Copy every line of the records below that holds the word "thumb".

[[ Source data, beginning ]]

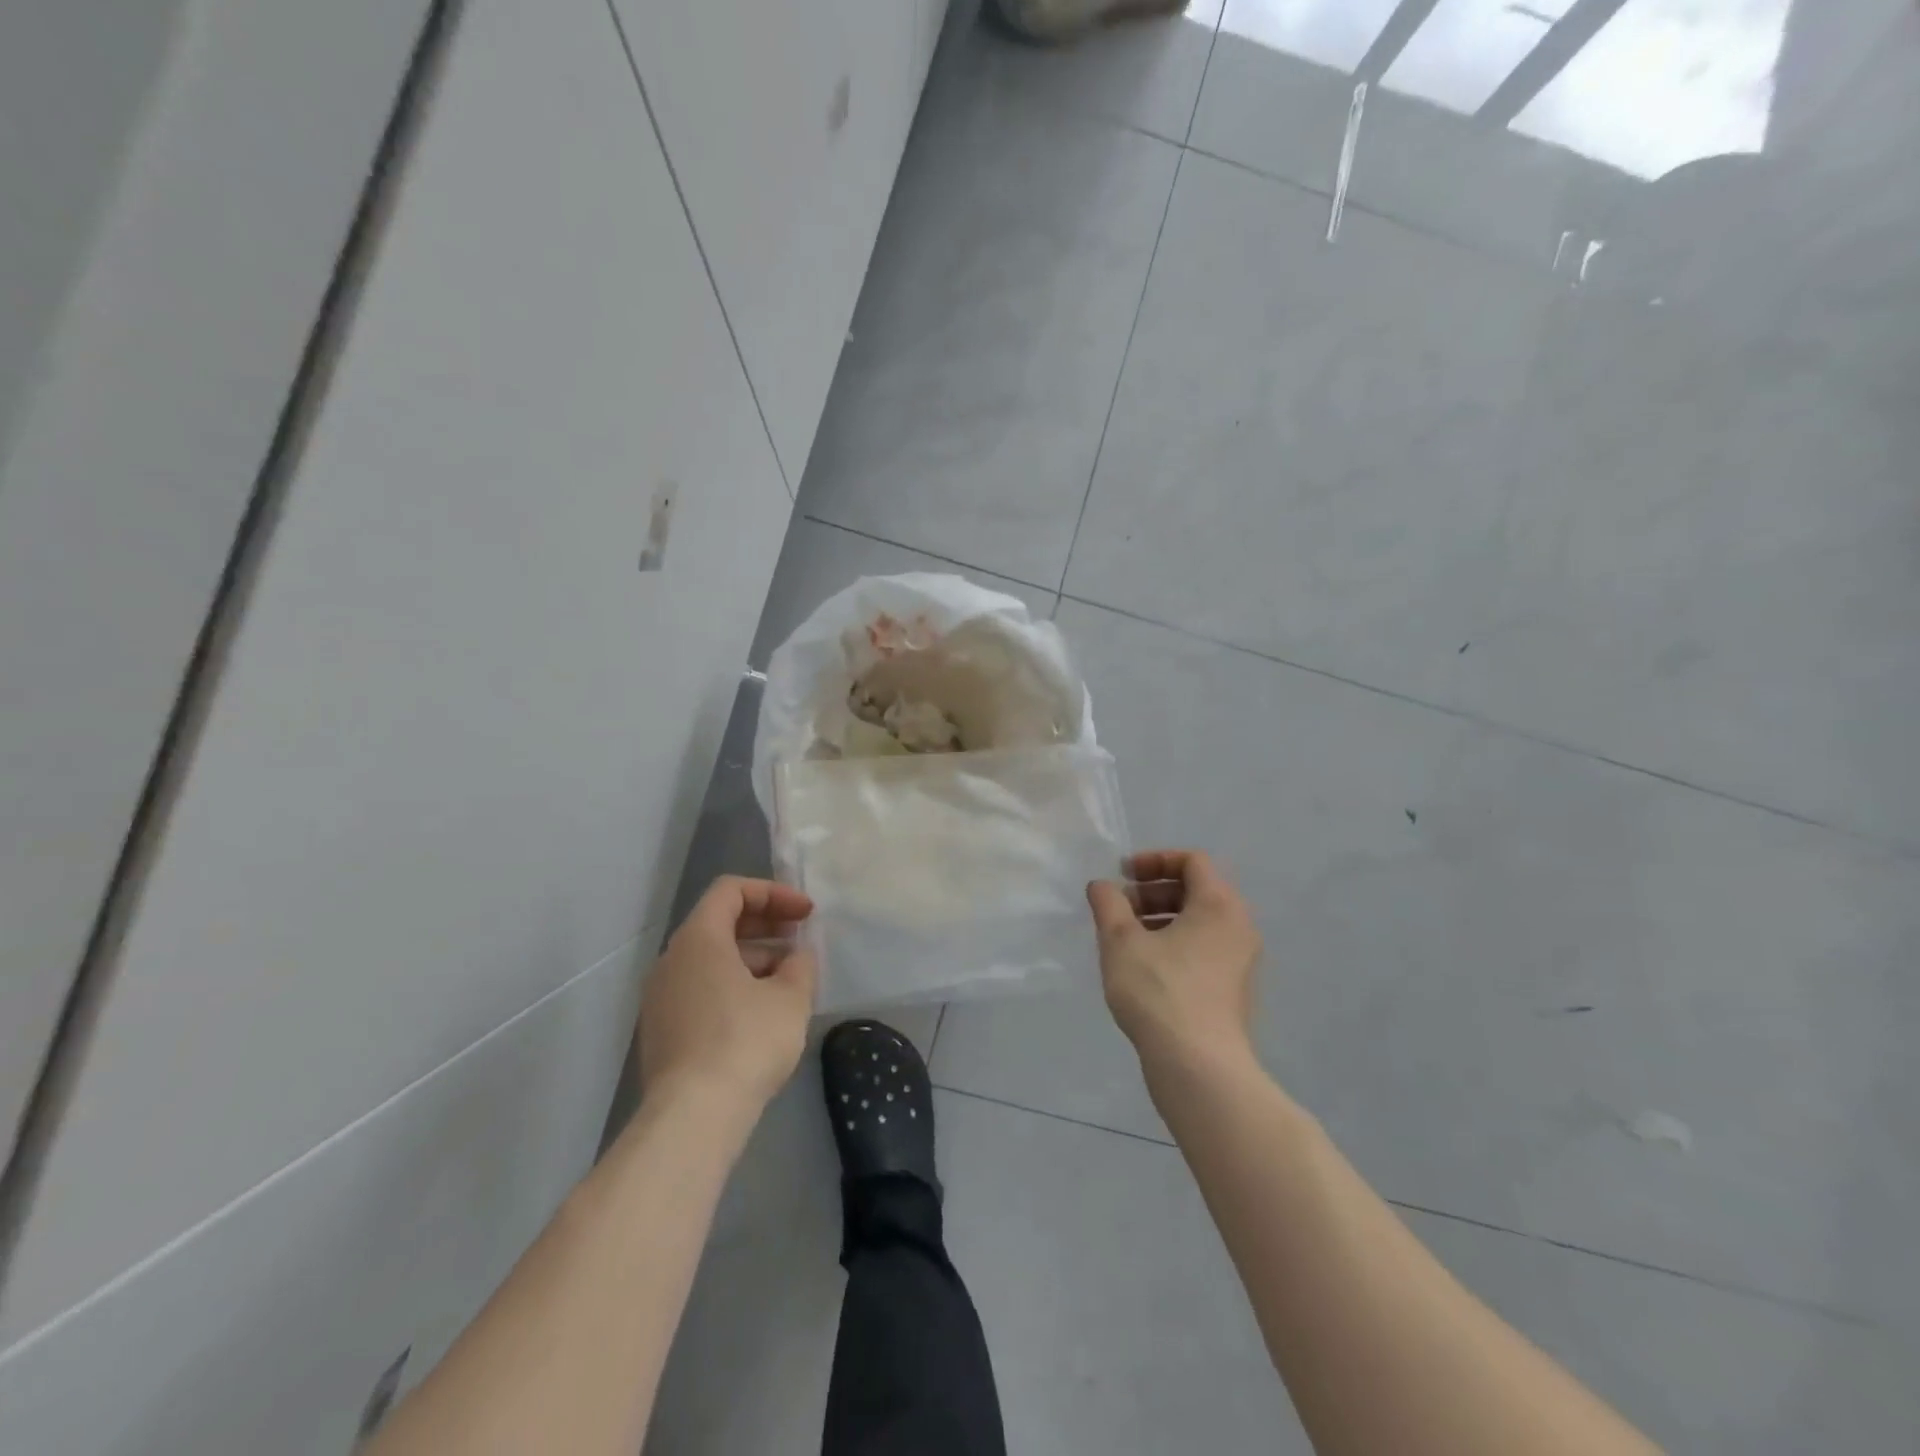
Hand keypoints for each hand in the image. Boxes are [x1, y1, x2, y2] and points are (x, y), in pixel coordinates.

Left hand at [639, 877, 817, 1114]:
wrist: (693, 1117)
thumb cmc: (746, 1041)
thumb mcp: (791, 997)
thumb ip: (800, 965)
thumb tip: (797, 958)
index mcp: (698, 939)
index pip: (731, 891)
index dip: (773, 894)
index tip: (806, 914)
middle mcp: (671, 960)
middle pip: (719, 923)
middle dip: (765, 925)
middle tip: (800, 940)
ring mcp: (661, 998)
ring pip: (710, 959)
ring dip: (752, 959)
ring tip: (789, 980)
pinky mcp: (662, 1031)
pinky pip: (700, 989)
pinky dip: (733, 985)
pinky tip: (762, 1012)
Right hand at [1087, 850, 1262, 1074]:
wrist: (1199, 1067)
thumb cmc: (1159, 991)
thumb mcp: (1121, 941)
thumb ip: (1108, 904)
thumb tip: (1102, 886)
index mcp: (1219, 904)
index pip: (1192, 861)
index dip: (1154, 860)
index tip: (1123, 876)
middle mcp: (1239, 926)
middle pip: (1197, 890)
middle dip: (1153, 892)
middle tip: (1119, 909)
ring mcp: (1241, 961)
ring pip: (1200, 922)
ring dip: (1161, 919)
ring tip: (1125, 940)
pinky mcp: (1235, 990)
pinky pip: (1205, 949)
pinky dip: (1175, 944)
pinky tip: (1144, 969)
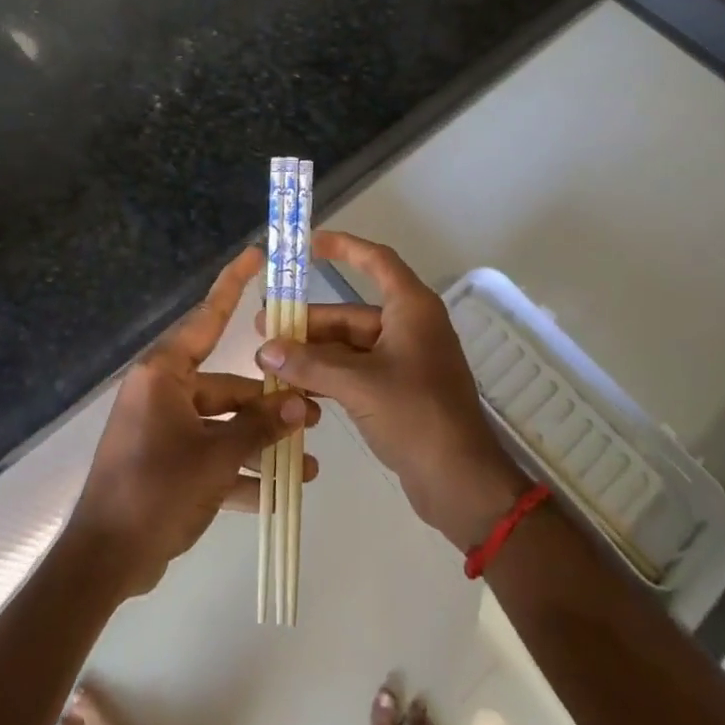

[[ Source data, end ]]

◆ Output for this task
thumb cmc: (746, 1041)
thumb mcp: (791, 997)
thumb ip: (800, 965)
thumb tip: (797, 958)
thumb cmc: (1159, 991)
thumb mcp: (1121, 941)
thumb ip: (1108, 904)
thumb tip: (1102, 886)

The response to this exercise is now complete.